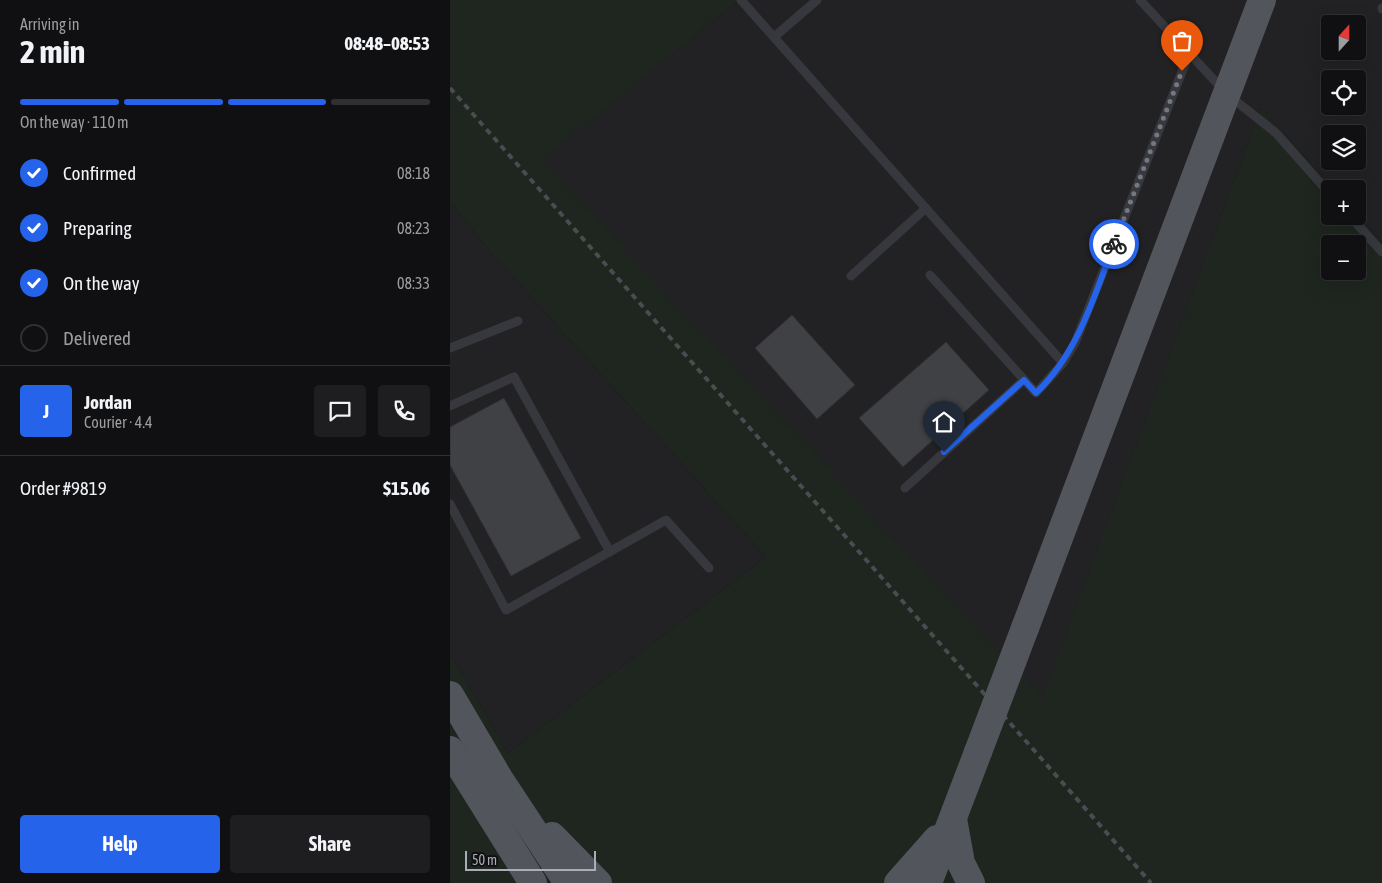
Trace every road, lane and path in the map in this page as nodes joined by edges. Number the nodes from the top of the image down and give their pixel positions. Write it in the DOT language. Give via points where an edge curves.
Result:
graph roads {
  1 [pos="741,0"];
  2 [pos="817,0"];
  3 [pos="1140,0"];
  4 [pos="1262,0"];
  5 [pos="774,37"];
  6 [pos="1189,54"];
  7 [pos="1226,94"];
  8 [pos="1321,184"];
  9 [pos="926,208"];
  10 [pos="1358,225"];
  11 [pos="1382,252"];
  12 [pos="930,275"];
  13 [pos="851,276"];
  14 [pos="518,321"];
  15 [pos="450,348"];
  16 [pos="1063,363"];
  17 [pos="1024,380"];
  18 [pos="450,406"];
  19 [pos="905,488"];
  20 [pos="450,504"];
  21 [pos="610,552"];
  22 [pos="709,568"];
  23 [pos="450,695"];
  24 [pos="450,750"];
  25 [pos="500,780"];
  26 [pos="953,818"];
  27 [pos="533,883"];
  28 [pos="568,883"];
  29 [pos="598,883"];
  30 [pos="898,883"];
  31 [pos="928,883"];
  32 [pos="971,883"];
  1 -- 5 [label="lane"];
  2 -- 5 [label="lane"];
  3 -- 6 [label="lane"];
  4 -- 7 [label="main road"];
  5 -- 9 [label="lane"];
  6 -- 7 [label="lane"];
  6 -- 16 [label="lane" via="1085,320"];
  7 -- 8 [label="lane" via="1276,133"];
  7 -- 26 [label="main road, bridge"];
  9 -- 13 [label="lane"];
  9 -- 16 [label="lane"];
  10 -- 11 [label="lane"];
  12 -- 17 [label="lane"];
  14 -- 15 [label="lane"];
  16 -- 17 [label="lane" via="1036,393"];
  17 -- 19 [label="lane"];
  18 -- 21 [label="lane" via="514,376"];
  20 -- 21 [label="lane" via="506,610"];
  21 -- 22 [label="lane" via="666,520"];
  23 -- 25 [label="main road"];
  24 -- 27 [label="main road"];
  25 -- 28 [label="main road"];
  25 -- 29 [label="main road"];
  26 -- 30 [label="main road" via="927,853"];
  26 -- 31 [label="main road"];
  26 -- 32 [label="main road" via="961,863"];
}
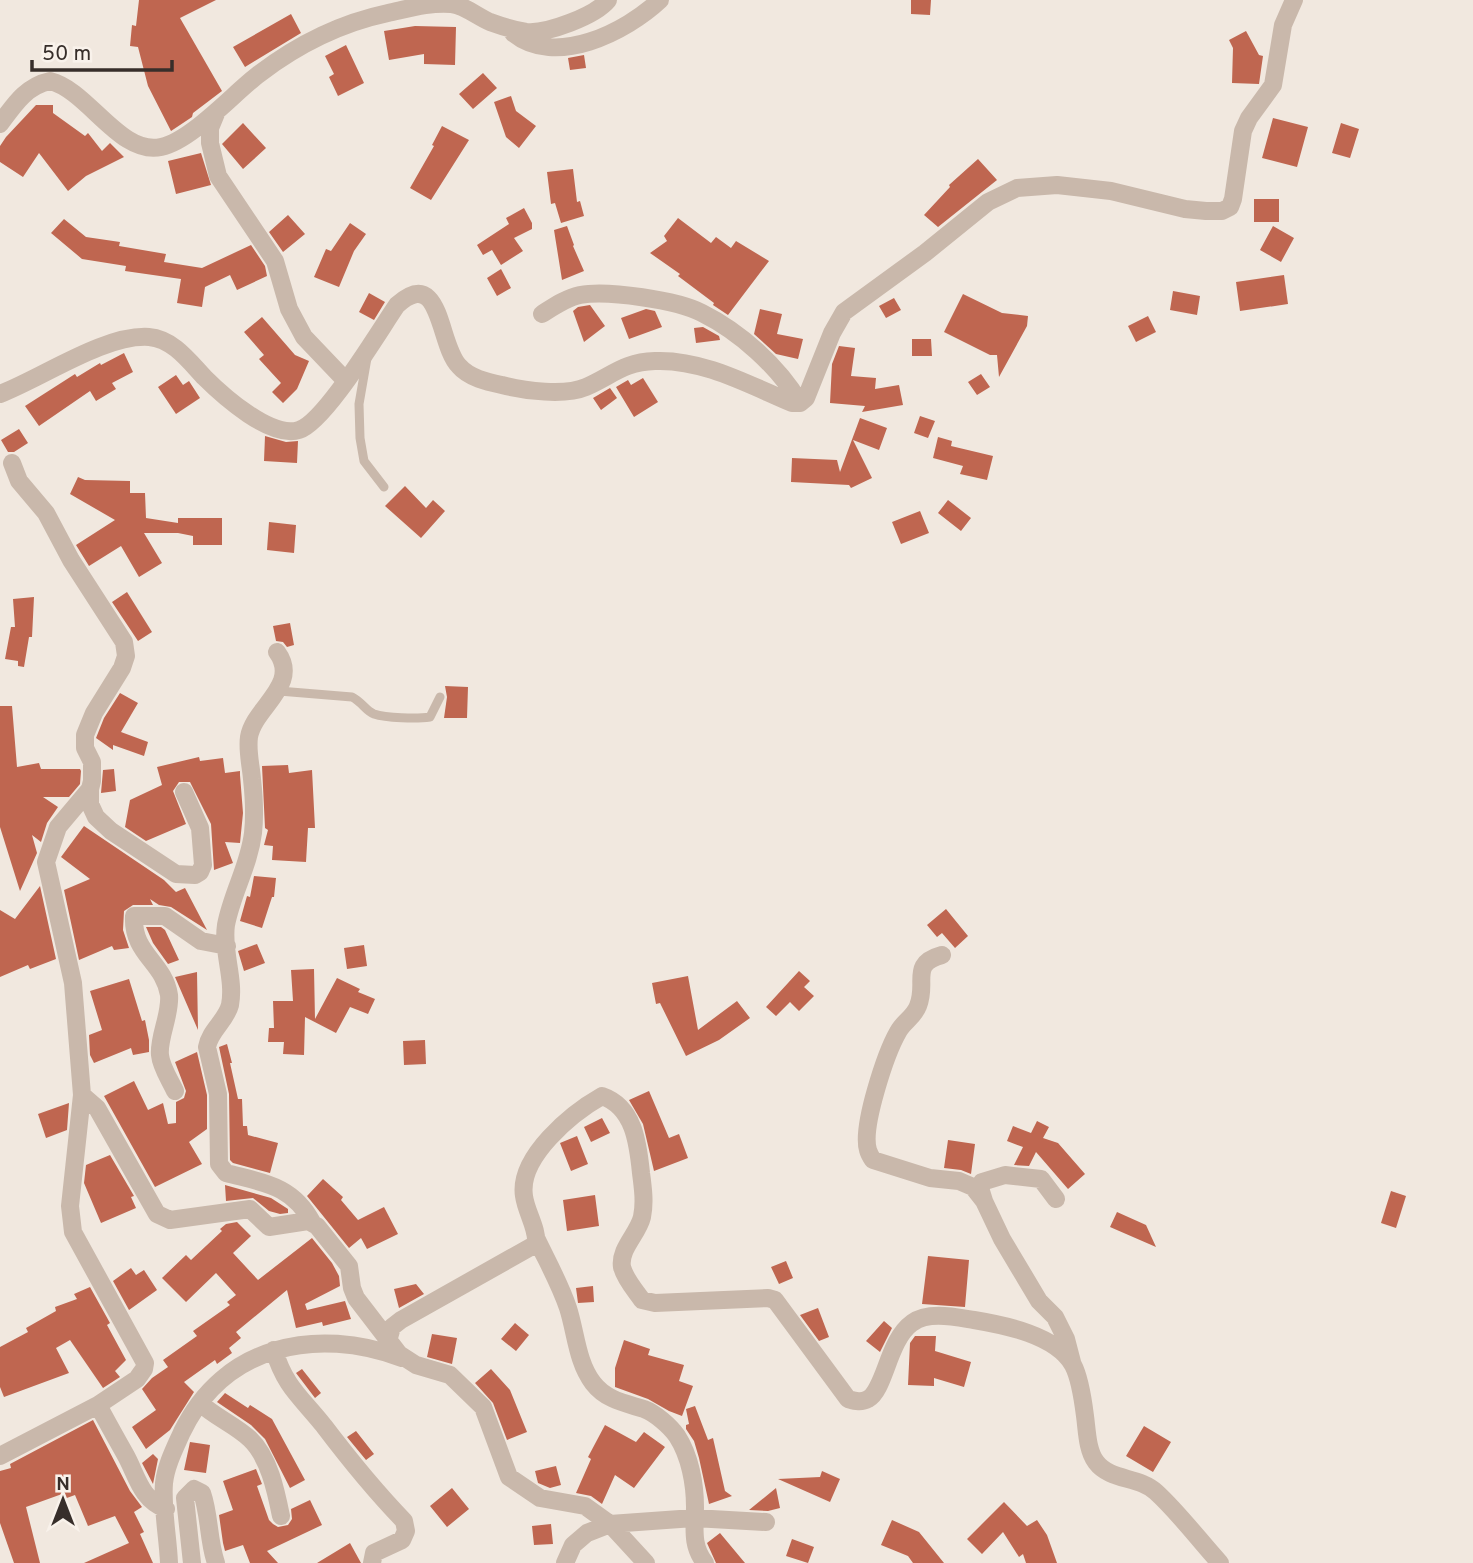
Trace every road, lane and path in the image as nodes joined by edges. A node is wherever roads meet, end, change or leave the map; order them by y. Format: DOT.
graph roads {
  1 [pos="608,0"];
  2 [pos="660,0"];
  3 [pos="1294,0"];
  4 [pos="505,27"];
  5 [pos="217,111"];
  6 [pos="0,124"];
  7 [pos="542,314"];
  8 [pos="367,349"];
  9 [pos="345,380"];
  10 [pos="0,394"];
  11 [pos="800,403"];
  12 [pos="12,463"];
  13 [pos="384,487"];
  14 [pos="277,652"];
  15 [pos="279,691"];
  16 [pos="440,697"];
  17 [pos="90,789"];
  18 [pos="184,792"];
  19 [pos="227,946"];
  20 [pos="942,955"];
  21 [pos="175,1091"];
  22 [pos="82,1095"];
  23 [pos="1056,1199"];
  24 [pos="984,1201"];
  25 [pos="313,1222"];
  26 [pos="537,1240"];
  27 [pos="388,1341"];
  28 [pos="274,1350"];
  29 [pos="406,1360"];
  30 [pos="1073,1365"];
  31 [pos="200,1403"];
  32 [pos="98,1405"];
  33 [pos="0,1455"];
  34 [pos="166,1509"];
  35 [pos="281,1516"];
  36 [pos="694,1518"];
  37 [pos="766,1522"];
  38 [pos="610,1524"];
  39 [pos="169,1563"];
  40 [pos="192,1563"];
  41 [pos="216,1563"];
  42 [pos="372,1563"];
  43 [pos="565,1563"];
  44 [pos="646,1563"];
  45 [pos="705,1563"];
  46 [pos="1220,1563"];
  1 -- 4 [label="street"];
  2 -- 4 [label="street"];
  3 -- 11 [label="street"];
  4 -- 5 [label="street"];
  5 -- 6 [label="street"];
  5 -- 9 [label="street"];
  7 -- 11 [label="street"];
  8 -- 9 [label="street"];
  8 -- 11 [label="street"];
  8 -- 13 [label="lane"];
  9 -- 10 [label="street"];
  12 -- 17 [label="street"];
  14 -- 15 [label="street"];
  15 -- 16 [label="lane"];
  15 -- 19 [label="street"];
  17 -- 18 [label="street"];
  17 -- 22 [label="street"];
  19 -- 21 [label="street"];
  19 -- 25 [label="street"];
  20 -- 24 [label="street"];
  22 -- 25 [label="street"];
  22 -- 32 [label="street"];
  23 -- 24 [label="street"];
  24 -- 30 [label="street"];
  25 -- 27 [label="street"];
  26 -- 27 [label="street"];
  26 -- 30 [label="street"];
  26 -- 36 [label="street"];
  27 -- 29 [label="street"];
  28 -- 29 [label="street"];
  28 -- 31 [label="street"];
  28 -- 42 [label="street"];
  29 -- 38 [label="street"];
  30 -- 46 [label="street"];
  31 -- 34 [label="street"];
  31 -- 35 [label="street"];
  32 -- 33 [label="street"];
  32 -- 34 [label="street"];
  34 -- 39 [label="street"];
  36 -- 37 [label="street"];
  36 -- 38 [label="street"];
  36 -- 45 [label="street"];
  38 -- 43 [label="street"];
  38 -- 44 [label="street"];
  40 -- 41 [label="street"];
}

-----

◆ Brief ◆
Only the lines containing the string "Trace" are needed; pull them out of the records.

◆ Result ◆
Trace every road, lane and path in the map in this page as nodes joined by edges. Number the nodes from the top of the image down and give their pixel positions. Write it in the DOT language. Give via points where an edge curves.
Trace every road, lane and path in the image as nodes joined by edges. A node is wherever roads meet, end, change or leave the map; order them by y. Format: DOT.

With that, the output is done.